Let that sink in for a second. No music biopic had ever come close. The previous record belonged to Straight Outta Compton, which opened to $60 million back in 2015. Michael didn’t just beat it; it nearly doubled it.

The Michael Jackson biopic box office run so far

The film did not slow down in its second weekend either. It pulled in $54.5 million domestically, a drop of only 43.9% from opening weekend, which is an extraordinarily strong hold for a film of this size.

By the end of the first week of May, the global total had surpassed $300 million worldwide, officially pushing it past Elvis ($288.6 million lifetime) to become the second highest-grossing musical biopic of all time, behind only Bohemian Rhapsody, which earned $911 million globally.

Analysts tracking this weekend’s numbers expect the film to cross $500 million worldwide before Sunday night is over, as reported by Deadline.
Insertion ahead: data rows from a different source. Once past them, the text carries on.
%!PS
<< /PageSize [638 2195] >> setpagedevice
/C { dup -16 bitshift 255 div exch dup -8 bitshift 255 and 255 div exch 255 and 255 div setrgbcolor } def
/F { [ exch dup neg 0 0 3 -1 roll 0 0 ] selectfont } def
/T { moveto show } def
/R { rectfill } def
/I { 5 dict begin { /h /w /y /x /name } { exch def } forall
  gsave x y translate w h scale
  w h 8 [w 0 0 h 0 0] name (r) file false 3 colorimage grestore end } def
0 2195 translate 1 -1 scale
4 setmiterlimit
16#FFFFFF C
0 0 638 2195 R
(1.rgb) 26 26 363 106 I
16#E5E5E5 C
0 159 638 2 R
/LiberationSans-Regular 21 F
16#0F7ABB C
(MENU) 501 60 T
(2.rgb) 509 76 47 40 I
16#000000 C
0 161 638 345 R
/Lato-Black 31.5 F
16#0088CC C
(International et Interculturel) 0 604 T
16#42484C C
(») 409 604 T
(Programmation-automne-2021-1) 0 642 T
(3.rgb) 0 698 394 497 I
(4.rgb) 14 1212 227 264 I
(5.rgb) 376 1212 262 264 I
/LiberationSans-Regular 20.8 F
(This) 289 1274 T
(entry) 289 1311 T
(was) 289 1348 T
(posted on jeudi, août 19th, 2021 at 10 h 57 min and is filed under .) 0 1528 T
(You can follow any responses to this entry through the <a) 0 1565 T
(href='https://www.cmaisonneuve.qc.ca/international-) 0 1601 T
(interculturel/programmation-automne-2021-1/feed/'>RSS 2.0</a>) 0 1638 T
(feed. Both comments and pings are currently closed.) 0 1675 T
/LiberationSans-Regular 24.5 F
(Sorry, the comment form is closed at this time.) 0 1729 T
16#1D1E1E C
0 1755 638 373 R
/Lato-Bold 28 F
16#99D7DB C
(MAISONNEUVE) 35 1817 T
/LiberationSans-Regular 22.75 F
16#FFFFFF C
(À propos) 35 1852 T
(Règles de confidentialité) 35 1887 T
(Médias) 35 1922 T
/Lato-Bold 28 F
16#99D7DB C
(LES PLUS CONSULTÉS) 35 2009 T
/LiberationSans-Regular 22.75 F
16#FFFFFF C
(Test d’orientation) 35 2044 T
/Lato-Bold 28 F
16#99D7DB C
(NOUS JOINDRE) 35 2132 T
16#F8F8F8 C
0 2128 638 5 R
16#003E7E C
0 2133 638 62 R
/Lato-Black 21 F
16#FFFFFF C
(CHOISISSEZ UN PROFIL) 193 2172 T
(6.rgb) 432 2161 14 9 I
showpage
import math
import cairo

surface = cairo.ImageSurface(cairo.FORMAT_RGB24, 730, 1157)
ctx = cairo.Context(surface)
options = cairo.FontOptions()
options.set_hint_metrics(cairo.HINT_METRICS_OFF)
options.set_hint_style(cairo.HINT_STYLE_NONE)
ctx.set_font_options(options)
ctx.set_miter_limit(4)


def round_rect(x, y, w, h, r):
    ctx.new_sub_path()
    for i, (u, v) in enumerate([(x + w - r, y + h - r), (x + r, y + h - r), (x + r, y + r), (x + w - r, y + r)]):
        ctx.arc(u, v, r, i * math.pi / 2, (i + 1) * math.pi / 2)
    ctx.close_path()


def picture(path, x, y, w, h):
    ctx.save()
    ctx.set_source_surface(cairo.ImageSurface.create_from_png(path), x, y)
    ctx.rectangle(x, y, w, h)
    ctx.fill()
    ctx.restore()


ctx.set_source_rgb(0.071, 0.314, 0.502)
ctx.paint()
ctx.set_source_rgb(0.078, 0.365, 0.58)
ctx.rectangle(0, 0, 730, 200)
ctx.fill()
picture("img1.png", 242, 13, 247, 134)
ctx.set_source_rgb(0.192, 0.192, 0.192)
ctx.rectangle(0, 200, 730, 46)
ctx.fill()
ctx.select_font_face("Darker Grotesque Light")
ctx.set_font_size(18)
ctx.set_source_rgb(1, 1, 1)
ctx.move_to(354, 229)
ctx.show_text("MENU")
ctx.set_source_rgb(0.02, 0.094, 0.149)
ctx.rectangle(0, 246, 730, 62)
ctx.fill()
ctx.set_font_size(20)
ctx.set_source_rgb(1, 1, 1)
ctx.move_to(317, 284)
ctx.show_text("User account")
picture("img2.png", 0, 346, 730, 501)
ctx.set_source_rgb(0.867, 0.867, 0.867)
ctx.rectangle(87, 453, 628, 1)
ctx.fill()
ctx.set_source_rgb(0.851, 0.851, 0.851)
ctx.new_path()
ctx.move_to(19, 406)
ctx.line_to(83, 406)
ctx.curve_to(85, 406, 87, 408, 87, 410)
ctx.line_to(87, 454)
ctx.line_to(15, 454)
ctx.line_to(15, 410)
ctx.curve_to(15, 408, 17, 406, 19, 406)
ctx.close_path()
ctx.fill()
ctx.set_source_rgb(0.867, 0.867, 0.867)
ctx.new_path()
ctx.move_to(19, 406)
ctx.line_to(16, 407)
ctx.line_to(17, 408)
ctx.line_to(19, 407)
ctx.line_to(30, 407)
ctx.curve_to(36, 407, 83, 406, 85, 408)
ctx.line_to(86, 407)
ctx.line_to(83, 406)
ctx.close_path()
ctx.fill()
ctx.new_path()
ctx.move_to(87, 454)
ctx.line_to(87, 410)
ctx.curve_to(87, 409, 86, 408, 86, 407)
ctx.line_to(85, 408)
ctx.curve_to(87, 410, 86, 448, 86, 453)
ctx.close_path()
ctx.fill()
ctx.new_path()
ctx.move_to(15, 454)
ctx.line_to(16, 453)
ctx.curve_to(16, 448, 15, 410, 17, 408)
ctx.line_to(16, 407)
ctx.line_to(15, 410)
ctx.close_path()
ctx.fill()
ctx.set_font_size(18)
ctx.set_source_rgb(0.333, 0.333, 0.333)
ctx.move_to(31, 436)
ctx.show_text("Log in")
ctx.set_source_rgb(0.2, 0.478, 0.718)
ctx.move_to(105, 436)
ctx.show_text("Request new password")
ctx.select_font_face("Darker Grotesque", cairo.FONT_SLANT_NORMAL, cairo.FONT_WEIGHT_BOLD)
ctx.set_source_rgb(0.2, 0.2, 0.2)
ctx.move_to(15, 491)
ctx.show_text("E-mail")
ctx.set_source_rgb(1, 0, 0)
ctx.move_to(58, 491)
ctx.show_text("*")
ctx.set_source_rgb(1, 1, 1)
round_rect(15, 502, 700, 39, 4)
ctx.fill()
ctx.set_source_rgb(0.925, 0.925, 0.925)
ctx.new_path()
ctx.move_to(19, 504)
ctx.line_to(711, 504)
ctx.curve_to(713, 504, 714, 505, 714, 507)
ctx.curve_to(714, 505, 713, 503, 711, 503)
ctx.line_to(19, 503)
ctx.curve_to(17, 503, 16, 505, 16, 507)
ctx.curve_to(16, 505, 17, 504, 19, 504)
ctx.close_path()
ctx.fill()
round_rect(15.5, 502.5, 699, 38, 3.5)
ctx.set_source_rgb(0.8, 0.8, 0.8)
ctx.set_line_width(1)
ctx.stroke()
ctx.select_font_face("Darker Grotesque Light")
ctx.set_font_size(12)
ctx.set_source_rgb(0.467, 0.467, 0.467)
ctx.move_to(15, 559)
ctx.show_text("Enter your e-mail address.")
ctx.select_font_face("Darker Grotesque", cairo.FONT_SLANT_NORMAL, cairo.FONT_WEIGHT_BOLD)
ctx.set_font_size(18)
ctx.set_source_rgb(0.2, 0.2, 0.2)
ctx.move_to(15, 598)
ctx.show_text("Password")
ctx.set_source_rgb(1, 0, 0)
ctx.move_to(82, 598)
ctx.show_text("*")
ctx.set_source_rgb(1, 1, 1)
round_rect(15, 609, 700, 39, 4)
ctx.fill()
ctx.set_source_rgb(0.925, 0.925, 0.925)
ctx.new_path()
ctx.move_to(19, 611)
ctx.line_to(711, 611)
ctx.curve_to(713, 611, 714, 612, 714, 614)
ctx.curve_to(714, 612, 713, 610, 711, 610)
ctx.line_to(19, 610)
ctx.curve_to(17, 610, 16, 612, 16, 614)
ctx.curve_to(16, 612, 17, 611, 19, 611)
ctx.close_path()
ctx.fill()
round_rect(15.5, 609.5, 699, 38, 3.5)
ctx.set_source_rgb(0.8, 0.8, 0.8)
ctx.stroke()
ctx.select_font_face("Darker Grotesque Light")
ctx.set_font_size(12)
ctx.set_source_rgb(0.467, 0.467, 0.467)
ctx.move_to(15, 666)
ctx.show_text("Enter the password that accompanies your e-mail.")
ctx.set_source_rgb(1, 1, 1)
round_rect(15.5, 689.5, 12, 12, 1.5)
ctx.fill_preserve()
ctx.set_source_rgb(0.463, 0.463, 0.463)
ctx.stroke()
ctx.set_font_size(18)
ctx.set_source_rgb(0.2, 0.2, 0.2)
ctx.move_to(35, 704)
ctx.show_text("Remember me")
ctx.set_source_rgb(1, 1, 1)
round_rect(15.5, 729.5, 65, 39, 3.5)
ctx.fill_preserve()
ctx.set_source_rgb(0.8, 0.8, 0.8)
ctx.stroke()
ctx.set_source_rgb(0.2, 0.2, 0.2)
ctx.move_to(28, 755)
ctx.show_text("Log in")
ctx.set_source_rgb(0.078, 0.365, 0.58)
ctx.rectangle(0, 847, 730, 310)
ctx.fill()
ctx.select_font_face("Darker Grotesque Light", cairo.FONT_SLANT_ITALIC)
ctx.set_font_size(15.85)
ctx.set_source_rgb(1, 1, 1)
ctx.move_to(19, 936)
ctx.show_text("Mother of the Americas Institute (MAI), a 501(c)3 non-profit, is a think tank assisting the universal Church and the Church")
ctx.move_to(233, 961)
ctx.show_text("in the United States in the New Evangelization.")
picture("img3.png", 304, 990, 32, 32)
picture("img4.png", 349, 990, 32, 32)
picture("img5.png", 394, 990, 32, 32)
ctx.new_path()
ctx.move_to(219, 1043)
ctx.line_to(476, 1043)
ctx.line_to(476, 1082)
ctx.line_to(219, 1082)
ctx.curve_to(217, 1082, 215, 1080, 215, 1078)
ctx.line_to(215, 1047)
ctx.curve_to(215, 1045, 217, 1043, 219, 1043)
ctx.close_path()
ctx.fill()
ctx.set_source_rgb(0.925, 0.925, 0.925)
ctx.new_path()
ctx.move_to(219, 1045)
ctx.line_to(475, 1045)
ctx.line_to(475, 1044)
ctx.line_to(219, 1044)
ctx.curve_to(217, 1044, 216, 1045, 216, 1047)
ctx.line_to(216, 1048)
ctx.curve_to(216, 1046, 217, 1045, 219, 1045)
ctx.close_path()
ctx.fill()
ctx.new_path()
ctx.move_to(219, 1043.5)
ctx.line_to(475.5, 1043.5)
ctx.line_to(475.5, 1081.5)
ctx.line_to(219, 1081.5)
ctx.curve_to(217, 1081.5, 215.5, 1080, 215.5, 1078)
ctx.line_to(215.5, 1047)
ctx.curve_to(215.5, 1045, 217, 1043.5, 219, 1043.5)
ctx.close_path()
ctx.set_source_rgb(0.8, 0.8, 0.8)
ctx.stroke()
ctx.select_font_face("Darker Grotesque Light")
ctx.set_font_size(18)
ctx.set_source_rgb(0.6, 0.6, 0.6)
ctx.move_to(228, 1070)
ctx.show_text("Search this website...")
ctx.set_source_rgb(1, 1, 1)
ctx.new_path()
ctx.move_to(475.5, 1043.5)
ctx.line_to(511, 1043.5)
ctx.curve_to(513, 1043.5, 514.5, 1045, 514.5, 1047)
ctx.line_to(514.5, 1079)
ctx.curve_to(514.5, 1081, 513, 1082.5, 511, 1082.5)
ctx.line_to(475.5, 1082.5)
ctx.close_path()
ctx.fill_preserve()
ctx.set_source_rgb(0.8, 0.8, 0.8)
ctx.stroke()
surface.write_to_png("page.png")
Whether it can catch Bohemian Rhapsody is the question no one saw coming when this project was first announced.

Jaafar Jackson and the critics

The reception has been split, which is not entirely surprising given the subject matter.

Critics have been measured; the film holds a 58% approval rating on Rotten Tomatoes, with reviews generally acknowledging the scale of the production while taking issue with what many describe as a sanitised portrayal of Michael Jackson’s life and legacy.

The audience score, however, sits at 76%, and that gap between critics and viewers has been the story of the entire run.

The one thing almost everyone agrees on is Jaafar Jackson. Reviewers across the board have singled out his performance, praising him for capturing the physical presence, the voice and the mannerisms of his uncle without tipping into imitation.

For a debut performance of this magnitude, that is no small achievement.

The film will likely dominate for at least another two weekends, with no major competition entering the frame until late May.

Whether it reaches the billion-dollar territory that some early projections flirted with depends largely on how it performs in markets like China and South Korea over the coming weeks.